Records for this task START
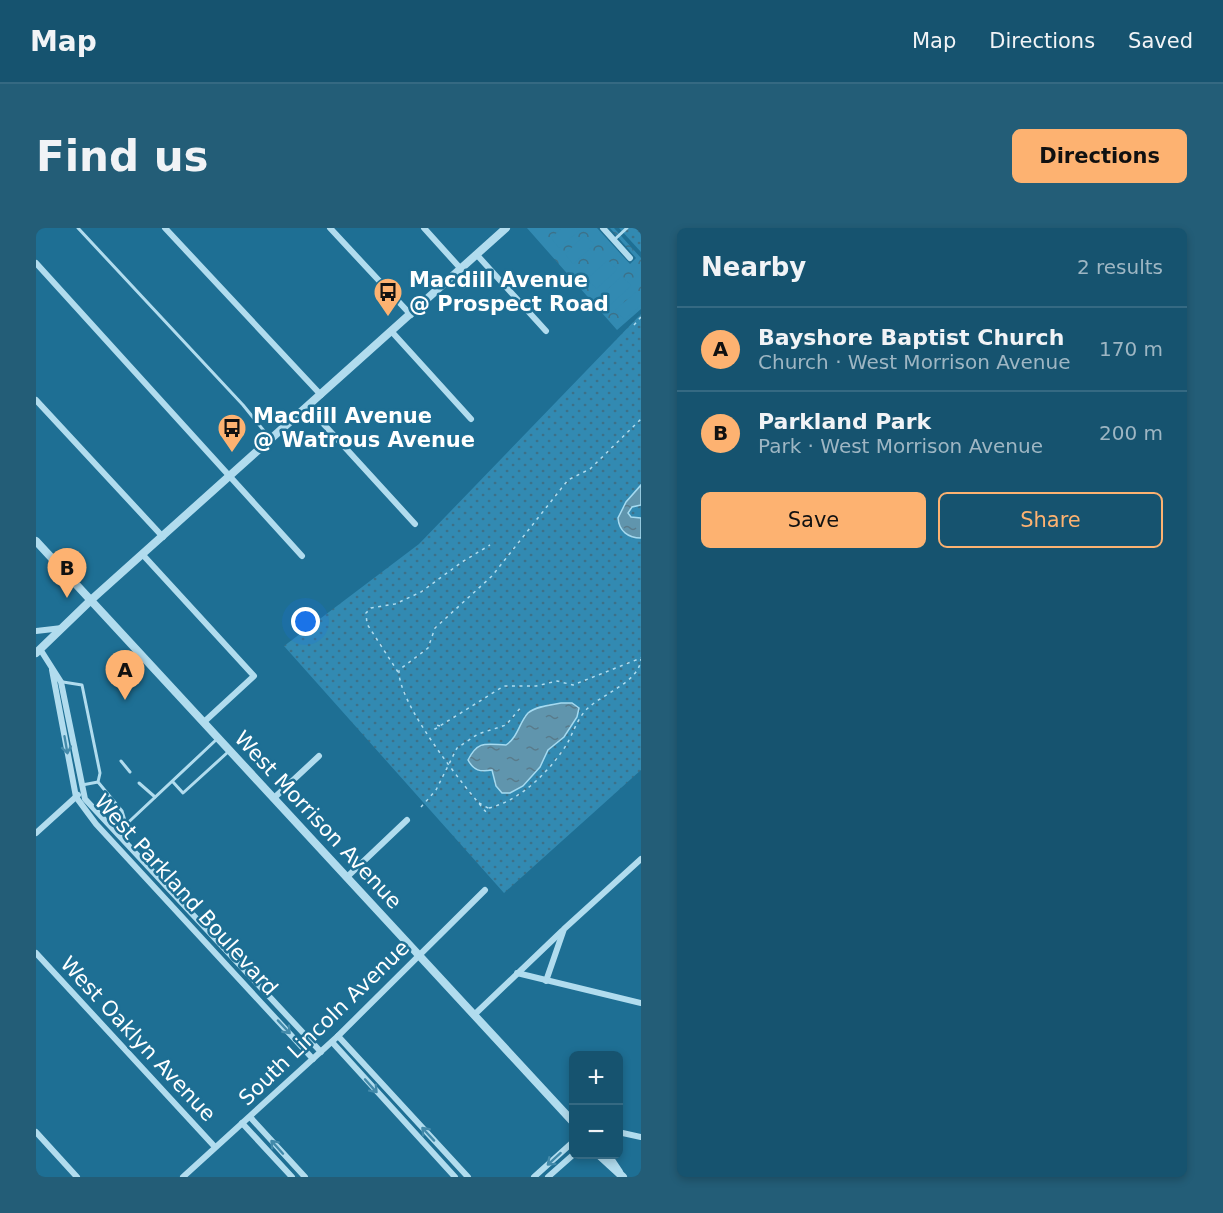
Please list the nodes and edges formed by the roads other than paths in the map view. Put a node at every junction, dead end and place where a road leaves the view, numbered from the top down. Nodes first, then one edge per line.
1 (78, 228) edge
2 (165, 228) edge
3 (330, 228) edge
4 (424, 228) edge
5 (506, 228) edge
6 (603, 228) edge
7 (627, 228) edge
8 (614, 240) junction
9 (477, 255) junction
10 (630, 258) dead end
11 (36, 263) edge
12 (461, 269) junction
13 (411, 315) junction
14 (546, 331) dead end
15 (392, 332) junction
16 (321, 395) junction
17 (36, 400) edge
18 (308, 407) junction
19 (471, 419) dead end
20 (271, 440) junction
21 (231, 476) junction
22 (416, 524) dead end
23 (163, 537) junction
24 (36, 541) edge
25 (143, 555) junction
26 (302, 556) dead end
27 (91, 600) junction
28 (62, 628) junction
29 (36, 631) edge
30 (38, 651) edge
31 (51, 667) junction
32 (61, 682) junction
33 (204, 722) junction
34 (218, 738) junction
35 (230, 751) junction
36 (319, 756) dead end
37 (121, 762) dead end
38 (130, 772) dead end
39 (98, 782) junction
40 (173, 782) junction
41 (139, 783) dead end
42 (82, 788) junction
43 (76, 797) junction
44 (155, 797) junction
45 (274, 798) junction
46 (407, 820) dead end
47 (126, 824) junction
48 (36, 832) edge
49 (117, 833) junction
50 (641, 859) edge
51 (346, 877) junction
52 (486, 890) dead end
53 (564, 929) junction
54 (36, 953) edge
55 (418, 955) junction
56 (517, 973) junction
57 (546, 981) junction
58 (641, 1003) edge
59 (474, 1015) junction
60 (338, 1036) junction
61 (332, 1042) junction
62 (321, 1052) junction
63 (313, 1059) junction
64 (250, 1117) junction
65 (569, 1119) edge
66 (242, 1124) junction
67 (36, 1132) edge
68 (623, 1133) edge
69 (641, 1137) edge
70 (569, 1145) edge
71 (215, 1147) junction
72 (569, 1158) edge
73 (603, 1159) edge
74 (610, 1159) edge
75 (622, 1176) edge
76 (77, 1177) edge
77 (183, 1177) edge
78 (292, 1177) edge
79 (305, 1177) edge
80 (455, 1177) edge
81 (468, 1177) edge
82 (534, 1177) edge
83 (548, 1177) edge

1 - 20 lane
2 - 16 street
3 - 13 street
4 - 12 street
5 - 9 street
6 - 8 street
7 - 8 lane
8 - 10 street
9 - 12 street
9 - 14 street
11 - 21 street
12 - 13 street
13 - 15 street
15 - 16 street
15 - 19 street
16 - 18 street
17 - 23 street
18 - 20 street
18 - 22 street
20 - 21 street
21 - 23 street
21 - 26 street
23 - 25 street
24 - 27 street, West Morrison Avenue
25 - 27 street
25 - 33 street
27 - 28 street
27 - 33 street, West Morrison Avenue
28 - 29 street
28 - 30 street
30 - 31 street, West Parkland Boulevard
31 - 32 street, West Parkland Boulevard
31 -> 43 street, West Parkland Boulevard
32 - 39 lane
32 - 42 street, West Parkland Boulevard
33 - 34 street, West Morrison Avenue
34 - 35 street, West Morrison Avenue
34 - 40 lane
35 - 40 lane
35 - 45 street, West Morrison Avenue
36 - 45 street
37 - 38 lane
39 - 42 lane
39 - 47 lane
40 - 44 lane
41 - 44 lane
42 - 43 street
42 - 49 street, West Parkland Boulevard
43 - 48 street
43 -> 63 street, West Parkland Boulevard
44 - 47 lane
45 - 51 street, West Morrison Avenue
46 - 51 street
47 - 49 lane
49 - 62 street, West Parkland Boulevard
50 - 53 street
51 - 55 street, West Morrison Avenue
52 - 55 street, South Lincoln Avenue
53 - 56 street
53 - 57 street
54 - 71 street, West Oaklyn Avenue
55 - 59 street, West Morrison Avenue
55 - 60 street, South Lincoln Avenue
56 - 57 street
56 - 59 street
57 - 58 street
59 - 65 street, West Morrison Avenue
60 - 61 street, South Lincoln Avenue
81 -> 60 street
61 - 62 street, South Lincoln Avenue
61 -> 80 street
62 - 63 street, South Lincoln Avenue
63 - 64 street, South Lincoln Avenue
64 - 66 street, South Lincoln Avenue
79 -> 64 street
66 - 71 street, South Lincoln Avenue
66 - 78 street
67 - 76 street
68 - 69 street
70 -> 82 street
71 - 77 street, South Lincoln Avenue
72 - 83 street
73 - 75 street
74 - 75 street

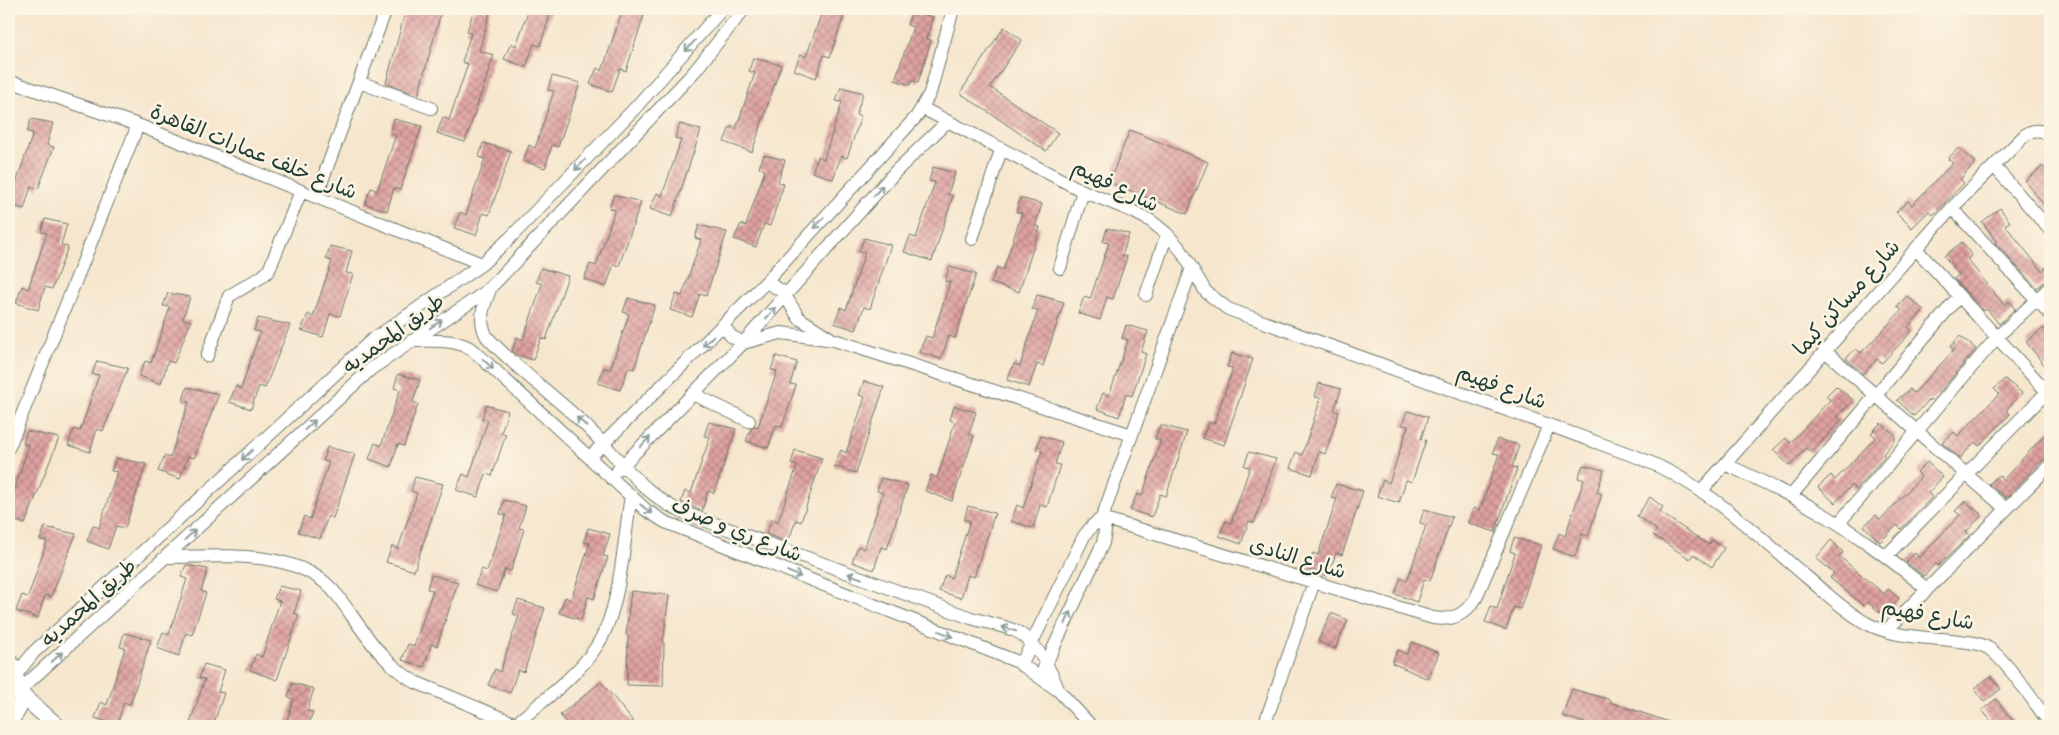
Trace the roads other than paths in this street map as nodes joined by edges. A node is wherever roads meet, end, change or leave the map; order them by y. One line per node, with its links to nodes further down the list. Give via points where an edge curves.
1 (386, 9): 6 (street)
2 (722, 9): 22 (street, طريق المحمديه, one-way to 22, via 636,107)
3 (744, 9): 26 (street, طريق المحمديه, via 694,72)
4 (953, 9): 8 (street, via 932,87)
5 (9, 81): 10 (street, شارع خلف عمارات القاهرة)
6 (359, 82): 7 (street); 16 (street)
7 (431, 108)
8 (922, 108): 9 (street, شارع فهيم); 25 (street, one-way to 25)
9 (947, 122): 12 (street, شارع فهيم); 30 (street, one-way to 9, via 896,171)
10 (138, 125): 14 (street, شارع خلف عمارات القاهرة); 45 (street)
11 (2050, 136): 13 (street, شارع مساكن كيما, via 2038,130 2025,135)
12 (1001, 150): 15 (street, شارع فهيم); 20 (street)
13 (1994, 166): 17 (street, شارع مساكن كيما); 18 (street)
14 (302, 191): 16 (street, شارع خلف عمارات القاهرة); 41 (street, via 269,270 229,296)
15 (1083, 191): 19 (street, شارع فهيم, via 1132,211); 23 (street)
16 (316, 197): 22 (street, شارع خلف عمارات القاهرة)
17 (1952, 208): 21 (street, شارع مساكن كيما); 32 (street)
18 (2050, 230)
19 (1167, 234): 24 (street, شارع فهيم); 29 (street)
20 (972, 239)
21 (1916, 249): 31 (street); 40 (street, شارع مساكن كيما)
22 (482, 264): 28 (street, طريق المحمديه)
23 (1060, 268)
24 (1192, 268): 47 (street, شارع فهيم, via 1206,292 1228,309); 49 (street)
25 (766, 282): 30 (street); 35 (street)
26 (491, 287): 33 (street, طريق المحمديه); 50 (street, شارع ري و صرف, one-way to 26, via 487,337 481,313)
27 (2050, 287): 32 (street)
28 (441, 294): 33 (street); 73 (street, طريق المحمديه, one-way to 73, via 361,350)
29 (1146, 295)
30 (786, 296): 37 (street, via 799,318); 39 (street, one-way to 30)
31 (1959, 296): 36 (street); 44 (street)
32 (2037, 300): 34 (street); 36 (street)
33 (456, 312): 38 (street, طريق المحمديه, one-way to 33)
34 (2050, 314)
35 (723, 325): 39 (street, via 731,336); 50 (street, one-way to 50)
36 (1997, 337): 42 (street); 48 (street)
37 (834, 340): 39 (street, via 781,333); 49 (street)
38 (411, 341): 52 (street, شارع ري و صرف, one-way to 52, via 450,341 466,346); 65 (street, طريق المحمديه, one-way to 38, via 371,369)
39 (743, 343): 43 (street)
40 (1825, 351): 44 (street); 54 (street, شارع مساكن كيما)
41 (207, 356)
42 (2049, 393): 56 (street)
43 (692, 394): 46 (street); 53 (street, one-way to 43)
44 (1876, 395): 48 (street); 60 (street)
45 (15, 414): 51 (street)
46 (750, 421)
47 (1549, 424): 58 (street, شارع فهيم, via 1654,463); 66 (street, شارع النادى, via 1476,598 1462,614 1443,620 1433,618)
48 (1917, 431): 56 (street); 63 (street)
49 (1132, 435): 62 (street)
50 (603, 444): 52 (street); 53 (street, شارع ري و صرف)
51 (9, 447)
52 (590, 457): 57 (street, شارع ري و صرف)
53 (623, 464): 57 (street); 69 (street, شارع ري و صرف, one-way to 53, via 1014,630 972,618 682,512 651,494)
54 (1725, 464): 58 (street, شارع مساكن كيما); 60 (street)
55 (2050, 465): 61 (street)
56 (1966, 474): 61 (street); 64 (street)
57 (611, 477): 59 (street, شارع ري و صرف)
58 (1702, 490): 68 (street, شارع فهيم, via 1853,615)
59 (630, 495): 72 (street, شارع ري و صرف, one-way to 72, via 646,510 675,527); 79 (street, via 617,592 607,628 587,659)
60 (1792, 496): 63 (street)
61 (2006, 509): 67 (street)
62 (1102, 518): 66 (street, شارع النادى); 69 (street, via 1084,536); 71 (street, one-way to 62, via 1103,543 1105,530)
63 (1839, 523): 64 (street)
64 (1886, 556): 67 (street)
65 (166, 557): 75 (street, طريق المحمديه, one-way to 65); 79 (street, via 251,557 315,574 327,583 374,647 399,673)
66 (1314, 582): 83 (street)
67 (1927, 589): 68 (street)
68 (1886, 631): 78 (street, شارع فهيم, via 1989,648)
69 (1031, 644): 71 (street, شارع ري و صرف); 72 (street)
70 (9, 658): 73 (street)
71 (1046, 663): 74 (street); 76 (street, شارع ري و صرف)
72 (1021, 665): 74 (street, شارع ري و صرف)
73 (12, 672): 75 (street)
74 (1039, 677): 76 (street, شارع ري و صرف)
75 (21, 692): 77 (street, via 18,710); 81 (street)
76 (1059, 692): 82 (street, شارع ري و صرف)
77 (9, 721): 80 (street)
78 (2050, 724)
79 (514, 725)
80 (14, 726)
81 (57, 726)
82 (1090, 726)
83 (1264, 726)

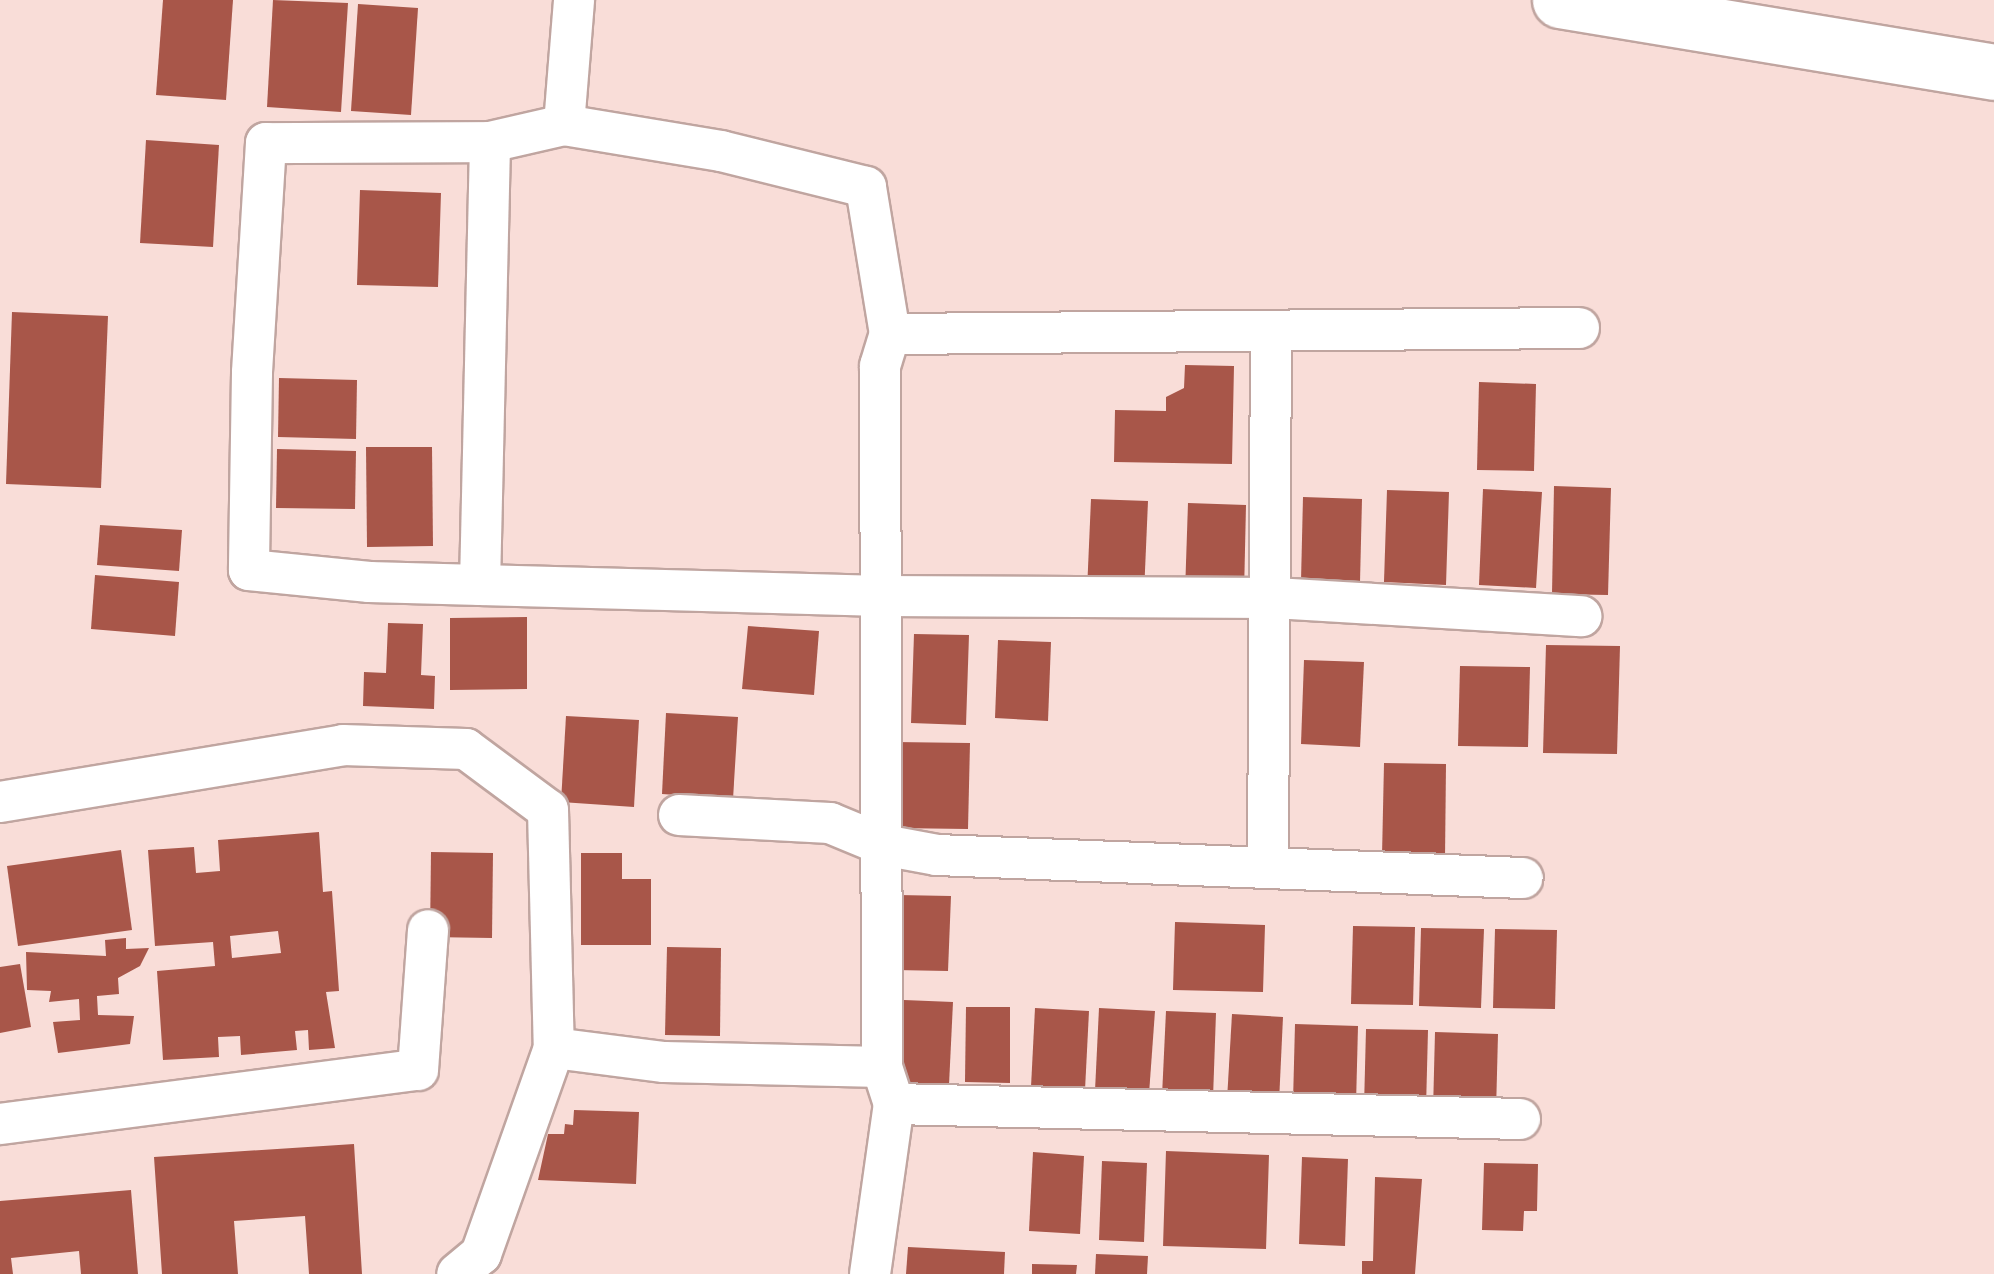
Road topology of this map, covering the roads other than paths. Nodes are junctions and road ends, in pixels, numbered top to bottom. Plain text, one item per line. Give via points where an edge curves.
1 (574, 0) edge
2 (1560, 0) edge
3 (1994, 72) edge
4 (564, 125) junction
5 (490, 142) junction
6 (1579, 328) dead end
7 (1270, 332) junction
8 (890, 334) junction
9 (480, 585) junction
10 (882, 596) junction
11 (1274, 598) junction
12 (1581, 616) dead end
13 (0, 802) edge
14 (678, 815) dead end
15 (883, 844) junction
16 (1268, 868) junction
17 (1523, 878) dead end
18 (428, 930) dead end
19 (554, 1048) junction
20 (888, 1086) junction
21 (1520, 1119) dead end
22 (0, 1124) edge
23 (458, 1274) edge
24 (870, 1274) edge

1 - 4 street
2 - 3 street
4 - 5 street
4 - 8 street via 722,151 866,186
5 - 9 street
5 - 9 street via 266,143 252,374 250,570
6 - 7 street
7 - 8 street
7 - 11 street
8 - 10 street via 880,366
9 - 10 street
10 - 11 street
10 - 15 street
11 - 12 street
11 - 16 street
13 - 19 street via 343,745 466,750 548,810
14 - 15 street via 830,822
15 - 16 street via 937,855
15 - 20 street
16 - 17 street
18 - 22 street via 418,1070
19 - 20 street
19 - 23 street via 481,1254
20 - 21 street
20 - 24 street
Records for this task END
◆ **About this exercise**
Show every line of the listing in which the string "Lincoln" can be found.

◆ **Answer for the task**
52 - 55 street, South Lincoln Avenue
55 - 60 street, South Lincoln Avenue
60 - 61 street, South Lincoln Avenue
61 - 62 street, South Lincoln Avenue
62 - 63 street, South Lincoln Avenue
63 - 64 street, South Lincoln Avenue
64 - 66 street, South Lincoln Avenue
66 - 71 street, South Lincoln Avenue
71 - 77 street, South Lincoln Avenue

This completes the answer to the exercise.